Tonunda waited as the rat gave directions. Right and left didn’t exist in its vocabulary. As Tonunda listened, to “where one can smell warm grain” or where the road slopes away, he had to orientate himself. When the rat finished speaking it paused a moment longer at Tonunda’s feet.
May I leave now?
No, there is one other thing you must do.
What? said the rat exasperatedly.
Get as many of your brethren as you can to meet me by the end of the street.
The rat hovered indecisively.
You know what will happen if you do not tell them warned Tonunda.
I will do as you say the rat said en route for the shadows by the wall.
The boy looked expectantly. Tonunda gestured for the youth to follow him. Together, they trotted down the stairs and jogged up to the end of the street. Rats had already gathered in various groups in the gutters and more emerged from the drains, steadily making a broader expanse in front of them.
Tonunda broke into a run, soon fuming that the boy trailed behind. He waited at every turn in the poorer quarter for him to catch up, before tearing off again. Their journey came to a halt, a mere third of a turn of the glass. Tonunda stopped them in the shadows of a shop entrance. Further down the broad thoroughfare, they saw the doors of a large building clearly illumined by flaming braziers.
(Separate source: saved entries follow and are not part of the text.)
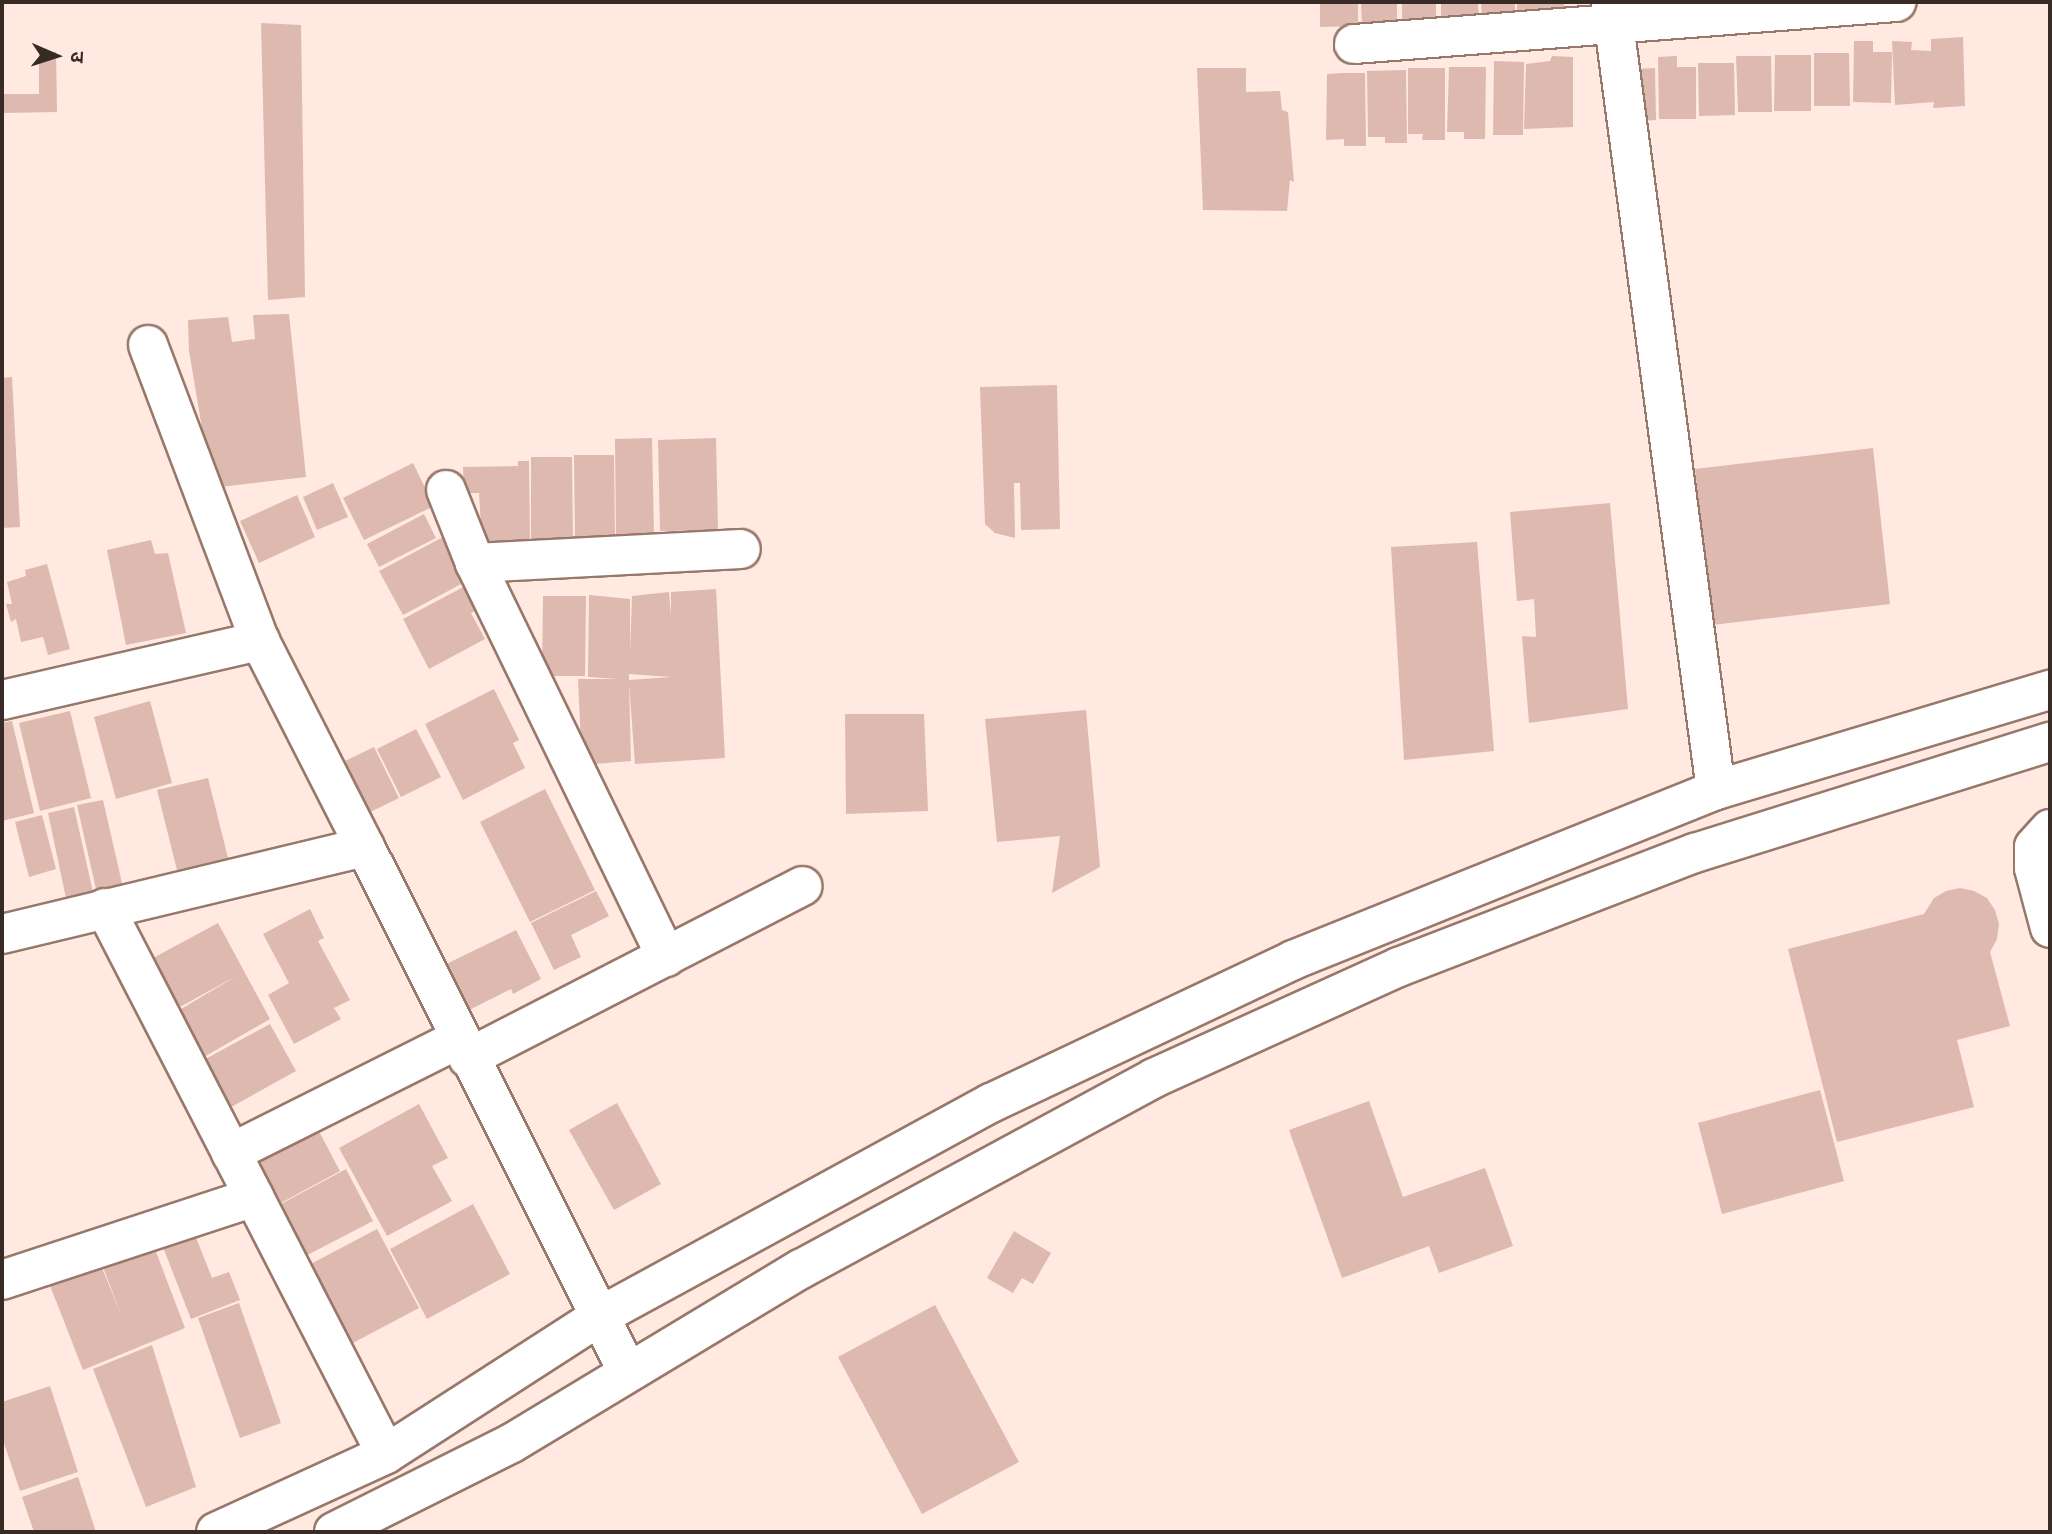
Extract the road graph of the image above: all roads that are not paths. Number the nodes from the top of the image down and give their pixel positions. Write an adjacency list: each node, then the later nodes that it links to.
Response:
1 (1896, 2): 2 (street)
2 (1612, 14): 3 (street); 12 (street)
3 (1354, 44)
4 (148, 345): 8 (street)
5 (446, 490): 7 (street)
6 (741, 549): 7 (street)
7 (475, 563): 19 (street)
8 (260, 641): 10 (street); 14 (street)
9 (2050, 690): 12 (street)
10 (2, 700)
11 (2050, 742): 25 (street)
12 (1716, 790): 24 (street)
13 (2050, 829): 17 (street)
14 (365, 847): 16 (street); 20 (street)
15 (802, 886): 19 (street)
16 (105, 908): 18 (street); 21 (street)
17 (2050, 928)
18 (2, 934)
19 (666, 957): 20 (street)
20 (464, 1048): 21 (street); 24 (street)
21 (231, 1153): 22 (street)
22 (254, 1197): 23 (street); 26 (street)
23 (2, 1280)
24 (600, 1317): 25 (street); 26 (street)
25 (628, 1372): 28 (street)
26 (386, 1454): 27 (street)
27 (216, 1532)
28 (334, 1532)

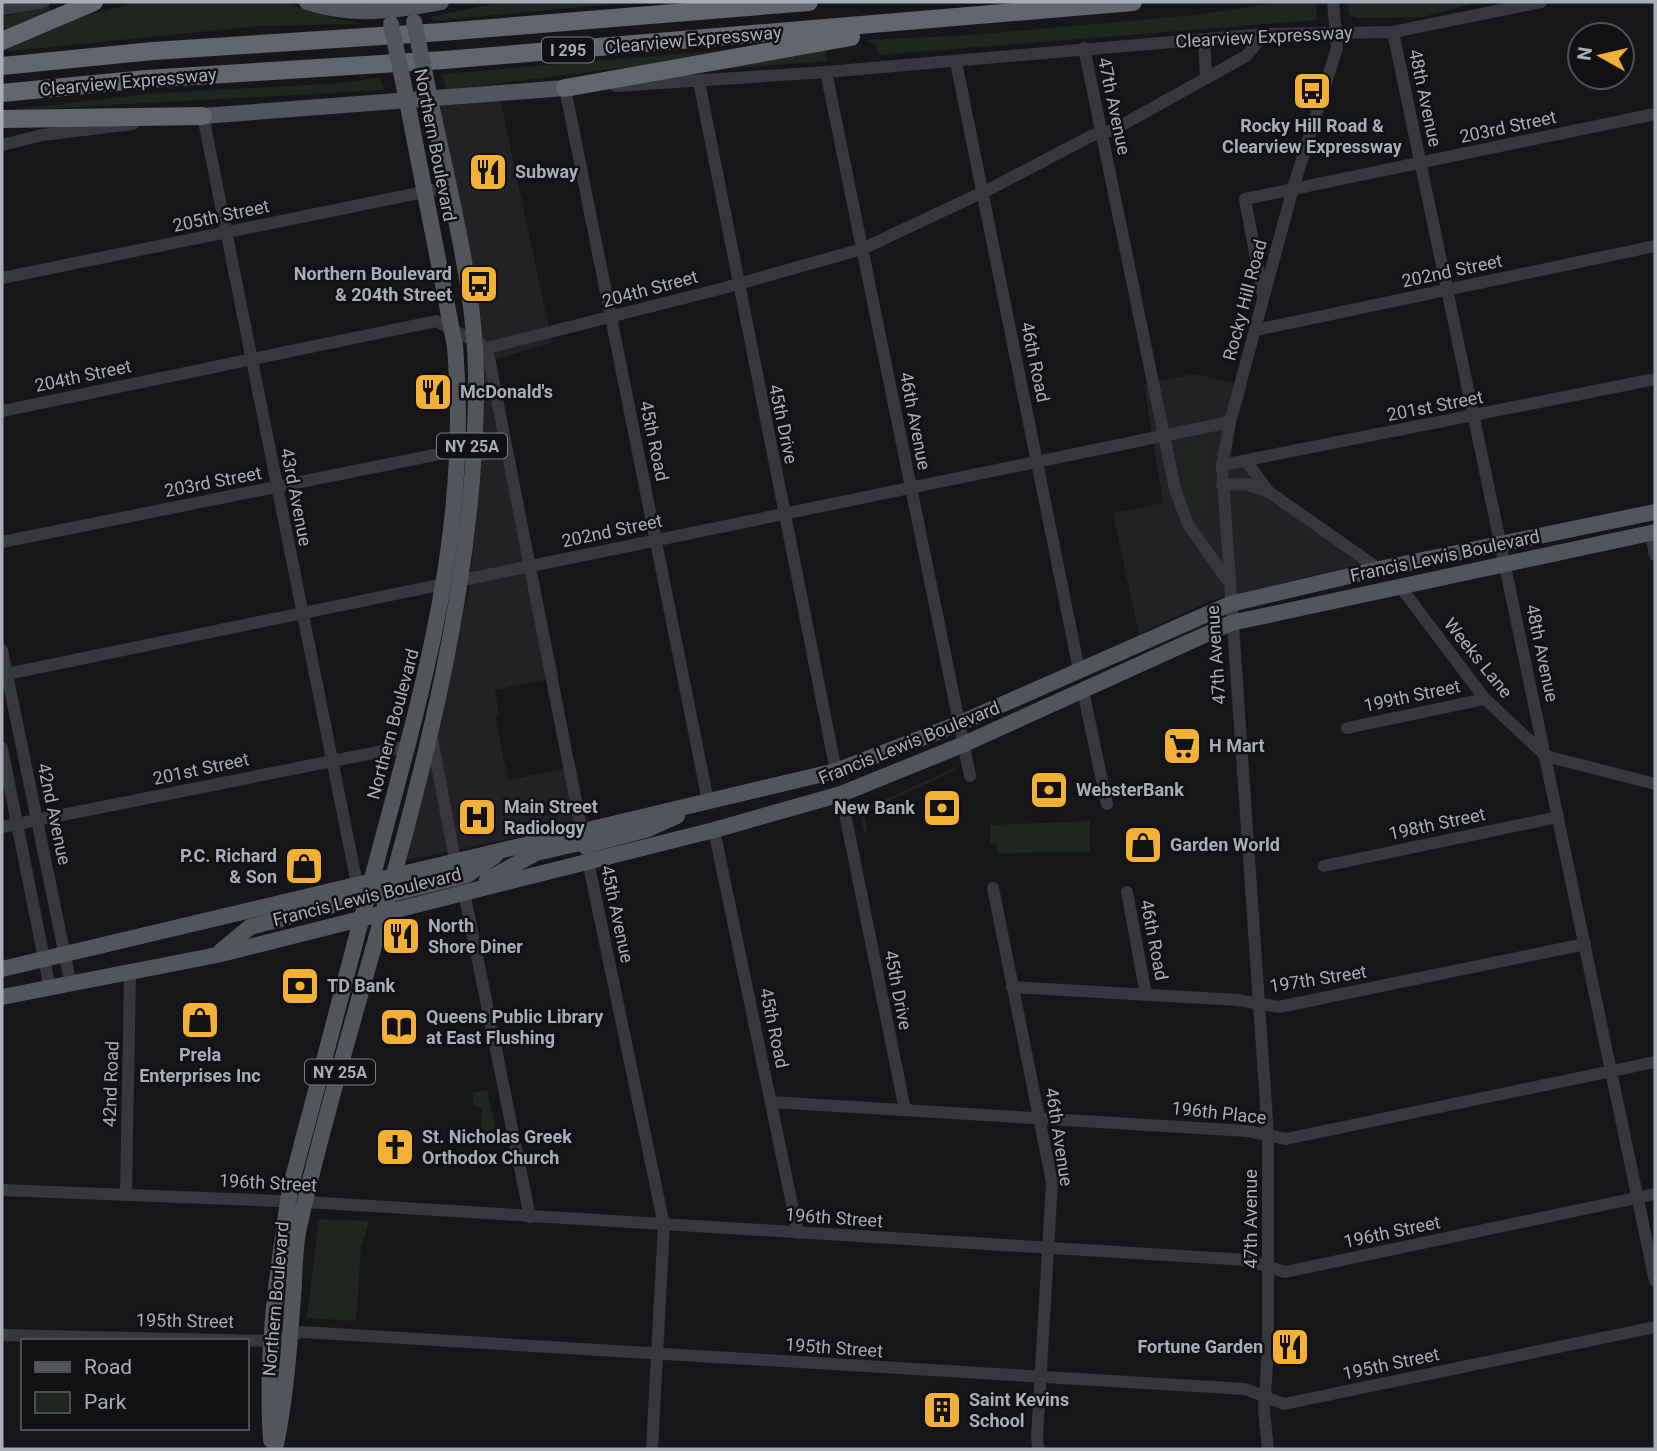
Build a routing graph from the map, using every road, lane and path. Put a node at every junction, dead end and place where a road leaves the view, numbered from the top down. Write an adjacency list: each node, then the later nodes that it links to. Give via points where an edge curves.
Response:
1 (44, 2): 9 (street)
2 (94, 2): 17 (highway)
3 (307, 2): 11 (main road, via 340,10)
4 (441, 2): 10 (main road)
5 (809, 2): 20 (highway, Clearview Expressway / I 295)
6 (1133, 2): 12 (highway, Clearview Expressway / I 295)
7 (1333, 2): 14 (street)
8 (1541, 2): 13 (street, Clearview Expressway)
9 (2, 9)
10 (412, 10): 11 (main road); 26 (main road, Northern Boulevard, bridge)
11 (389, 13): 26 (main road, Northern Boulevard, bridge)
12 (958, 18): 24 (highway); 25 (highway, Clearview Expressway / I 295)
13 (1393, 32): 14 (street, Clearview Expressway); 34 (street, 48th Avenue)
14 (1337, 33): 15 (street, Clearview Expressway); 36 (street, Rocky Hill Road, via 1337,48)
15 (1264, 34): 16 (street, Clearview Expressway); 22 (street, 204th Street, via 1251,52)
16 (1203, 39): 18 (street, Clearview Expressway); 22 (street)
17 (2, 41)
18 (1084, 48): 19 (street, Clearview Expressway); 30 (street, 47th Avenue)
19 (956, 62): 21 (street, Clearview Expressway); 38 (street, 46th Road)
20 (2, 66)
21 (826, 72): 23 (street, Clearview Expressway); 41 (street, 46th Avenue)
22 (1206, 77): 30 (street, 204th Street)
23 (699, 82): 24 (street, Clearview Expressway); 43 (street, 45th Drive)
24 (565, 88): 26 (main road); 46 (street, 45th Road)
25 (2, 93)
26 (418, 95): 28 (main road); 35 (main road, Northern Boulevard); 37 (main road, Northern Boulevard)
27 (1655, 114): 34 (street, 203rd Street)
28 (203, 116): 29 (highway); 31 (street); 39 (street, 43rd Avenue)
29 (2, 119)
30 (1102, 132): 38 (street, 204th Street); 55 (street, 47th Avenue)
31 (41, 135): 32 (street); 33 (street)
32 (2, 137)
33 (2, 145)
34 (1421, 163): 36 (street, 203rd Street); 44 (street, 48th Avenue)
35 (448, 187): 37 (street, 205th Street); 49 (main road, Northern Boulevard)
36 (1293, 188): 45 (street, Rocky Hill Road); 45 (street, 203rd Street, via 1245,199)
37 (425, 192): 39 (street, 205th Street); 48 (main road, Northern Boulevard)
38 (982, 193): 41 (street, 204th Street); 57 (street, 46th Road)
39 (225, 233): 42 (street, 205th Street); 50 (street, 43rd Avenue)
40 (1655, 246): 44 (street, 202nd Street)
41 (862, 249): 43 (street, 204th Street); 62 (street, 46th Avenue)
42 (2, 278)
43 (737, 285): 46 (street, 204th Street); 65 (street, 45th Drive)
44 (1447, 290): 47 (street, 202nd Street); 53 (street, 48th Avenue)
45 (1264, 299): 47 (street, Rocky Hill Road)
46 (611, 318): 49 (street, 204th Street); 67 (street, 45th Road)
47 (1256, 330): 54 (street, Rocky Hill Road)
48 (452, 331): 49 (street, 204th Street); 50 (street, 204th Street, via 436,321); 56 (main road, Northern Boulevard / NY 25A)
49 (480, 345): 56 (main road, Northern Boulevard / NY 25A); 72 (street, 45th Avenue)
50 (250, 359): 52 (street, 204th Street); 61 (street, 43rd Avenue)
51 (1655, 379): 53 (street, 201st Street)
52 (2, 411)
53 (1474, 417): 58 (street, 201st Street); 69 (street, 48th Avenue)
54 (1230, 422): 55 (street, 202nd Street); 59 (street, Rocky Hill Road)
55 (1163, 436): 57 (street, 202nd Street); 74 (street, 47th Avenue, via 1188,524)
56 (464, 449): 61 (street, 203rd Street); 75 (main road, Northern Boulevard / NY 25A); 75 (main road, Northern Boulevard / NY 25A, via 468,519)
57 (1038, 461): 62 (street, 202nd Street); 81 (street, 46th Road)
58 (1246, 461): 59 (street, 201st Street); 63 (street)
59 (1222, 465): 60 (street, Rocky Hill Road)
60 (1223, 485): 63 (street, via 1246,484); 74 (street, Rocky Hill Road)
61 (276, 487): 68 (street, 203rd Street); 78 (street, 43rd Avenue)
62 (910, 488): 65 (street, 202nd Street); 85 (street, 46th Avenue)
63 (1269, 492): 73 (street)
64 (1655, 512): 69 (main road, Francis Lewis Boulevard)
65 (783, 514): 67 (street, 202nd Street); 93 (street, 45th Drive)
66 (1653, 533): 70 (street); 71 (main road, Francis Lewis Boulevard)
67 (657, 540): 72 (street, 202nd Street); 97 (street, 45th Road)
68 (2, 542)
69 (1501, 546): 71 (street, 48th Avenue); 73 (main road, Francis Lewis Boulevard)
70 (1655, 555)
71 (1505, 562): 76 (main road, Francis Lewis Boulevard); 91 (street, 48th Avenue)
72 (530, 566): 75 (street, 202nd Street); 104 (street, 45th Avenue)
73 (1379, 569): 77 (main road, Francis Lewis Boulevard)
74 (1228, 581): 77 (street, 47th Avenue)
75 (451, 583): 78 (street, 202nd Street); 86 (main road, Northern Boulevard / NY 25A); 89 (main road, Northern Boulevard / NY 25A)
76 (1399, 585): 79 (main road, Francis Lewis Boulevard); 84 (street, Weeks Lane)
77 (1230, 604): 79 (street, 47th Avenue); 81 (main road, Francis Lewis Boulevard)
78 (302, 614): 82 (street, 202nd Street); 92 (street, 43rd Avenue)
79 (1231, 623): 83 (main road, Francis Lewis Boulevard); 124 (street, 47th Avenue)
80 (2, 650): 82 (street, 42nd Avenue)
81 (1079, 670): 85 (main road, Francis Lewis Boulevard)
82 (4, 674): 100 (street, 42nd Avenue)
83 (1083, 691): 88 (main road, Francis Lewis Boulevard); 98 (street)
84 (1485, 699): 87 (street, 199th Street); 91 (street, Weeks Lane)
85 (958, 724): 88 (street, 46th Avenue); 93 (main road, Francis Lewis Boulevard)
86 (430, 728): 106 (street); 108 (main road, Northern Boulevard / NY 25A)
87 (1347, 728)
88 (962, 745): 94 (street, 46th Avenue); 96 (main road, Francis Lewis Boulevard)
89 (408, 746): 92 (street, 201st Street); 112 (main road, Northern Boulevard / NY 25A)
90 (2, 748): 101 (street)
91 (1546, 756): 95 (street, Weeks Lane); 99 (street, 48th Avenue)
92 (331, 760): 100 (street, 201st Street); 112 (street, 43rd Avenue)
93 (835, 771): 97 (main road, Francis Lewis Boulevard)
94 (970, 776)
95 (1655, 784)
96 (841, 794): 103 (main road, Francis Lewis Boulevard); 128 (street, 45th Drive)
97 (708, 801): 104 (main road, Francis Lewis Boulevard)
98 (1107, 804)
99 (1558, 817): 107 (street, 198th Street); 114 (street, 48th Avenue)
100 (38, 820): 101 (street, 201st Street); 115 (street, 42nd Avenue)
101 (17, 824): 102 (street, 201st Street); 116 (street)
102 (2, 827)
103 (714, 830): 104 (main road, Francis Lewis Boulevard); 127 (street, 45th Road)
104 (585, 845): 105 (main road, Francis Lewis Boulevard); 110 (main road, Francis Lewis Boulevard); 138 (street, 45th Avenue)
105 (503, 851): 106 (main road, Francis Lewis Boulevard); 108 (main road, via 467,875)
106 (455, 860): 108 (main road, Francis Lewis Boulevard)
107 (1324, 866)
108 (389, 884): 112 (main road, Francis Lewis Boulevard); 112 (main road, via 376,898); 113 (main road, Northern Boulevard / NY 25A)
109 (993, 888): 120 (street, 46th Avenue)
110 (464, 892): 113 (main road, Francis Lewis Boulevard); 137 (street)
111 (1127, 892): 122 (street, 46th Road)
112 (364, 898): 113 (main road, Francis Lewis Boulevard); 115 (main road, Francis Lewis Boulevard); 118 (main road, Francis Lewis Boulevard, via 217,955); 134 (main road, Northern Boulevard / NY 25A)
113 (382, 912): 136 (main road, Northern Boulevard / NY 25A)
114 (1585, 944): 124 (street, 197th Street, via 1279,1007); 126 (street, 48th Avenue)
115 (65, 955): 116 (main road, Francis Lewis Boulevard); 119 (street, 42nd Avenue)
116 (44, 960): 117 (main road, Francis Lewis Boulevard); 121 (street)
117 (2, 970)
118 (130, 974): 119 (main road, Francis Lewis Boulevard); 133 (street, 42nd Road)
119 (71, 985): 121 (main road, Francis Lewis Boulevard)
120 (1012, 986): 122 (street, 197th Street); 129 (street, 46th Avenue)
121 (50, 989): 123 (main road, Francis Lewis Boulevard)
122 (1146, 995): 124 (street, 197th Street)
123 (2, 997)
124 (1259, 1005): 130 (street, 47th Avenue)
125 (1655, 1062): 126 (street, 196th Place)
126 (1611, 1071): 130 (street, 196th Place, via 1286,1139); 135 (street, 48th Avenue)
127 (771, 1102): 128 (street, 196th Place); 139 (street, 45th Road)
128 (905, 1110): 129 (street, 196th Place)
129 (1040, 1118): 130 (street, 196th Place); 140 (street, 46th Avenue, via 1052,1182)
130 (1268, 1135): 141 (street, 47th Avenue)
131 (2, 1191): 133 (street, 196th Street)
132 (1655, 1194): 135 (street, 196th Street)
133 (126, 1195): 134 (street, 196th Street)
134 (289, 1196): 136 (street, 196th Street); 148 (main road, Northern Boulevard / NY 25A)
135 (1638, 1198): 141 (street, 196th Street, via 1285,1272); 142 (street, 48th Avenue)
136 (306, 1202): 137 (street, 196th Street); 145 (main road, Northern Boulevard / NY 25A, via 298,1231)
137 (530, 1217): 138 (street, 196th Street)
138 (664, 1224): 139 (street, 196th Street); 149 (street, 45th Avenue)
139 (798, 1233): 140 (street, 196th Street)
140 (1049, 1249): 141 (street, 196th Street, via 1247,1260); 150 (street, 46th Avenue)
141 (1268, 1267): 151 (street, 47th Avenue)
142 (1655, 1281)
143 (1655, 1327): 151 (street, 195th Street, via 1284,1404)
144 (2, 1335): 146 (street, 195th Street)
145 (290, 1336): 148 (street, 195th Street); 149 (street, 195th Street, via 302,1332); 153 (main road, Northern Boulevard / NY 25A, via 286,1397)
146 (182, 1339)
147 (248, 1340): 148 (street, 195th Street)
148 (272, 1341): 153 (main road, Northern Boulevard / NY 25A, via 268,1396)
149 (658, 1354): 150 (street, 195th Street); 154 (street, 45th Avenue)
150 (1041, 1378): 151 (street, 195th Street, via 1245,1389); 152 (street, 46th Avenue)
151 (1264, 1398): 156 (street, 47th Avenue)
152 (1037, 1443): 155 (street, 46th Avenue)
153 (273, 1449)
154 (652, 1449)
155 (1031, 1449)
156 (1268, 1449)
In a broad arc above the doors, fanned the words, Children of Enlightenment.
In front, two guards stood at their post, wearing the white robes of their faith. They wore pointed helms with leaf armour at the sides. The rest of the helmets formed a metal mask for the wearers. On their hips, they wore garishly broad curved slashing swords, obviously from a foreign land that Tonunda could not identify.
He clasped the boy’s shoulder.
Go to the palace and bring with you the Blue River Guardsmen.
The boy looked confused.
Tonunda aimed an open hand in the direction of the palace.
“To the palace?” the boy queried.
He nodded; now for the difficult part. Tonunda gestured to bring something.
“Bring,” the boy confirmed.
Then slowly and elaborately, Tonunda traced a single word on the cobbled stones with his finger.
“Kija,” the boy blurted.
Tonunda clamped his upper arms and nodded.
“I want to be here when…”
Tonunda vehemently thrust a finger in the direction of the palace.
Looking back they way they came, the boy’s eyes widened in horror. The street moved. Wall to wall, a brown tide of rats covered the road, making its way toward them.
Tonunda slapped his upper arm.
They will not harm you. Go!
He nodded in the direction of the brown horde for emphasis. Reluctantly, the boy turned and walked back. His steps slowed as he met with the first of the rodents, then breathed easier as they parted around him. When he rounded the corner, Tonunda broke from the shadows with an army of rats as escort.